En el Evangelio de este domingo (Lc 12,49-53) Jesús utiliza una frase misteriosa que contrasta las que estamos acostumbrados a escuchar salida de sus mismos labios: “mi paz os dejo”. Hoy por el contrario nos dice: “No he venido a traer paz, sino división”. Luego, no debemos entender las palabras de Jesús según nuestros criterios humanos, sino a la luz de la fe. En efecto, ya Él había dicho: “No os doy la paz como la da el mundo” (Jn. 14, 27).
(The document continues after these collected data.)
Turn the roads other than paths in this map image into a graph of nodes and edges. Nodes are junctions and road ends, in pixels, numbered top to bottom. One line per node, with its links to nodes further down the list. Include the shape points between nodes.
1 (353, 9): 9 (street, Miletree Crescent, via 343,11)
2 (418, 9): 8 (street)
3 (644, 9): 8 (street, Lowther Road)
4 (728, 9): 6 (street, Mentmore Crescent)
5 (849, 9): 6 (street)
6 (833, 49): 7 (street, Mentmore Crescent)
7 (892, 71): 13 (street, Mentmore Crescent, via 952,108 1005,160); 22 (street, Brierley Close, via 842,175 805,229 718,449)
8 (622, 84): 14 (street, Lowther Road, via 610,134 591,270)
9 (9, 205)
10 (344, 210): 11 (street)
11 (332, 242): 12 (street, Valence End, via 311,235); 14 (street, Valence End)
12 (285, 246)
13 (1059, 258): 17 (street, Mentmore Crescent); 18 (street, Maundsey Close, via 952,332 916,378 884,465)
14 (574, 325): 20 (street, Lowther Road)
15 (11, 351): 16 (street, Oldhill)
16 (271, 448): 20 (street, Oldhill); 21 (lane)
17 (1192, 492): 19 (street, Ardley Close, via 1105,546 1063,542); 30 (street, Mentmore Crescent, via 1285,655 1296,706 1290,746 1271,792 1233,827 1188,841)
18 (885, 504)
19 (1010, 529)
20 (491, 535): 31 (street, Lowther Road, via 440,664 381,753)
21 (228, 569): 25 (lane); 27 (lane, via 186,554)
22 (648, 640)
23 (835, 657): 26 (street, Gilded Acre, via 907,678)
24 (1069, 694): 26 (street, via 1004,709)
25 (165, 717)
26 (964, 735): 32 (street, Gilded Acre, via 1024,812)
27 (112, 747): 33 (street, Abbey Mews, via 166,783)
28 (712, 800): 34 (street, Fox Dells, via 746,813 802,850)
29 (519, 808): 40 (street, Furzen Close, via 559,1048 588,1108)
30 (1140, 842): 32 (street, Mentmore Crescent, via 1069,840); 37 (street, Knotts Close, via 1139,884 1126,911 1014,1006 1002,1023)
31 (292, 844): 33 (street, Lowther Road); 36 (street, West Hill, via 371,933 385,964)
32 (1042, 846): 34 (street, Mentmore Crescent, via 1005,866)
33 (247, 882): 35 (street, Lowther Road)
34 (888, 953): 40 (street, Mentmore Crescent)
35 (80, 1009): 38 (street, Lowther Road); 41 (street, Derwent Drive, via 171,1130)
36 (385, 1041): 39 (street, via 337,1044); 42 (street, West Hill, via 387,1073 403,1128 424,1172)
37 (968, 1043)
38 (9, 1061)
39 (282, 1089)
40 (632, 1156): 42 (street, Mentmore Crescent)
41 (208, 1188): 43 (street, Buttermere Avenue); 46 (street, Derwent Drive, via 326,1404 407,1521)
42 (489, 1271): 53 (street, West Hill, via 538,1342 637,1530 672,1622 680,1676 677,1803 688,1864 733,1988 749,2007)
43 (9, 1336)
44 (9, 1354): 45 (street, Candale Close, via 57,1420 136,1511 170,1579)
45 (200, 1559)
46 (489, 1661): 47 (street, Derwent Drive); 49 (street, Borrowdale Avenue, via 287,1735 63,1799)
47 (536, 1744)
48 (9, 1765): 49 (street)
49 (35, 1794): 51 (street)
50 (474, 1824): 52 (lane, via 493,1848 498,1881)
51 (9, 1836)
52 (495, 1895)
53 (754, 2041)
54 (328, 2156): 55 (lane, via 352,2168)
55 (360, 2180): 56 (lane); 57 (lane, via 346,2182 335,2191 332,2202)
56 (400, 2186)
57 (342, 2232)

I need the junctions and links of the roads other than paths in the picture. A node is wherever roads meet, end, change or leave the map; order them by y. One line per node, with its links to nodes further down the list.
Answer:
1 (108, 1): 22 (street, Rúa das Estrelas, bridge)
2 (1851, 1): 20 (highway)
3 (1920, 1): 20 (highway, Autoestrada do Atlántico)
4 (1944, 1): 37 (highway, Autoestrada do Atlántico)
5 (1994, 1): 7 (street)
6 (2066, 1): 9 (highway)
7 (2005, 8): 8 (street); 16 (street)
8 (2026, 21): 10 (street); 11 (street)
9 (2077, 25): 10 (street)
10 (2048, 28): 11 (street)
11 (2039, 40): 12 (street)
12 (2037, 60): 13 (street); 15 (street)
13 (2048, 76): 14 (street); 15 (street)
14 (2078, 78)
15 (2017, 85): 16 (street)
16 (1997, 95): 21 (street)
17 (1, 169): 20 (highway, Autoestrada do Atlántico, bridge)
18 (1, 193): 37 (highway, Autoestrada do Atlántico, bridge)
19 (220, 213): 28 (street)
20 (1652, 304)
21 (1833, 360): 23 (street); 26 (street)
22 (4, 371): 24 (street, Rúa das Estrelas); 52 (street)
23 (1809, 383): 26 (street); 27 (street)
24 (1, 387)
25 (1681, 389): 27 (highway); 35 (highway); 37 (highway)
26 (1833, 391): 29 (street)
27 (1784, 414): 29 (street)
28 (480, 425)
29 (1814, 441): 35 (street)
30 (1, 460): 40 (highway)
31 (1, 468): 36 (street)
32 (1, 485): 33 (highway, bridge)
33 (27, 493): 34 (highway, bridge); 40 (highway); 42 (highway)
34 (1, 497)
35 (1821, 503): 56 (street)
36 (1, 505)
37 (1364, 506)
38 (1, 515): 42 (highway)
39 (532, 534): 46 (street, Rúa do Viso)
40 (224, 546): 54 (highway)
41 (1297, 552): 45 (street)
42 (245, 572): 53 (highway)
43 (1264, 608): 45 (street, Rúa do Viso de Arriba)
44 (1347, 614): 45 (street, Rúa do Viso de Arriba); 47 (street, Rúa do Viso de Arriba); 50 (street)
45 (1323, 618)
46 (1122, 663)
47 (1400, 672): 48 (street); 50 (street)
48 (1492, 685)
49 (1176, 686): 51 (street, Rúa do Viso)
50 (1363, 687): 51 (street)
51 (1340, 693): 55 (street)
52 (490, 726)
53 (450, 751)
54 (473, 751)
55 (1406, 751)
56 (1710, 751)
La paz que el Señor nos ofrece, no es la que carece de lucha, sufrimiento o dolor; no se identifica con una situación de indiferencia donde todo da igual, ni con un encerramiento egoísta donde no me meto con nadie y evito buscarme problemas. No proviene de la eliminación de las dificultades.
Una lucha a muerte
Cristo es todo lo contrario a esa falsa paz, a esa actitud derrotista que en el fondo delata que uno no tiene un ideal por el que valga la pena luchar, vivir y morir. Él es fuego devorador. Por eso dice: “He venido a traer fuego a la tierra y cuánto deseo que esté ya ardiendo”. Y es consciente de que lo que le espera es un bautismo de dolor. Porque Él viene a conquistar las almas a precio de su misma vida.
También el cristiano vive en una lucha a muerte contra el mal. Vivir nuestra fe sin componendas y ser coherentes con la doctrina del Maestro acarrea mucho sufrimiento. Y optar por Cristo supone en muchas ocasiones ir contra los mismos lazos de la sangre: Estará el padre contra el hijo y el hijo contra el padre; la madre contra la hija y la hija contra la madre.
Hay que contar con que los que rechazan a Cristo, aunque sean de la propia familia, siempre nos perseguirán, precisamente por ser fieles al Evangelio. Una paz cobarde, lograda a base de traicionar a Cristo, no es paz. Cristo y su Evangelio no son negociables. Poner como criterio máximo el no chocar, estar a bien con todos, no crearse problemas, acaba llevando a renegar de Cristo. Y a veces se impone la opción: «O conmigo o contra mí».
Señora de las Victorias
María tuvo que mantener una lucha hasta la muerte por permanecer fiel a Dios. Ella conoció las dificultades cotidianas y las pruebas de la vida humana; vivió en la oscuridad que lleva consigo la fe. Experimentó la tentación y el sufrimiento de las luchas íntimas.
Podemos imaginar cómo se vería sacudida por el drama de la pasión del Hijo. Sería un error pensar que la vida de Aquella que era llena de gracia, haya sido una vida fácil, cómoda. María compartió todo lo que pertenece a nuestra condición terrena, con cuanto tiene de exigente y penoso.
Por eso ninguna mejor que Ella podrá comprendernos y ayudarnos en nuestro camino de crecimiento espiritual. En Ella tenemos no sólo un modelo, sino una Madre solícita que vela siempre por nosotros. Como nos exhortaba San Juan Pablo II: «Al hombre contemporáneo la Virgen María ofrece una visión serena y una palabra tranquilizadora: la victoria de la esperanza sobre la angustia, de la comunión sobre la soledad, de la paz sobre la turbación, de la alegría y de la belleza sobre el tedio y la náusea, de la vida sobre la muerte».